Key points:
- Most of what Tirupati Graphite is doing at Sahamamy looks right
- Expansion of the mine and production are on track
- But what’s everyone else doing in graphite?
- Tirupati Graphite Shares Surged After Launching New Flotation System
Tirupati Graphite (LON: TGR) shares are down 5% since we mentioned them last week. The thing is that their work at the Sahamamy graphite mine in Madagascar continues to go to plan. They’ve been able to get their ordered equipment for the mine expansion to arrive. This isn’t a given thing what with the current shipping chaos. They’re commissioning further expansion as well – there’s little that looks wrong here.

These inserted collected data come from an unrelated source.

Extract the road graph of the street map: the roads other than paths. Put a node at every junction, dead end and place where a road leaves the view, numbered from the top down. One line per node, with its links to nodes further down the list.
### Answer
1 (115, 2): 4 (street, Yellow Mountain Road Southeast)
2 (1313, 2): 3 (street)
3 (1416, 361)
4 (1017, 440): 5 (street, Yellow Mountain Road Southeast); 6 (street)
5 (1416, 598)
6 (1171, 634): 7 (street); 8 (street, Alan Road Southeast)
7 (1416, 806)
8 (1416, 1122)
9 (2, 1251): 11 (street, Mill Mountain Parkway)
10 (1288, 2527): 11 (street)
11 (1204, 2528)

Tirupati Graphite does seem to be just getting on with things. This isn’t a given for small mining companies, Tirupati is mining graphite seemingly successfully. There is this series of hoops that a small mining company needs to go through. Have we found something that is even worth mining? Is it possible to finance what has been found? If we get through those then it’s possible to think that it’s all gravy from there but there is still one more consideration to take into account.
Tirupalti’s success or not in graphite mining is going to be crucially influenced by what all of the world’s other graphite mariners do. Even, what all the potential graphite miners do. The big tell of this being from Tirupati themselves: “to increase total production capacity in Madagascar to 84,000 tpa by end 2024; believed to represent c.5-7% of current global demand.”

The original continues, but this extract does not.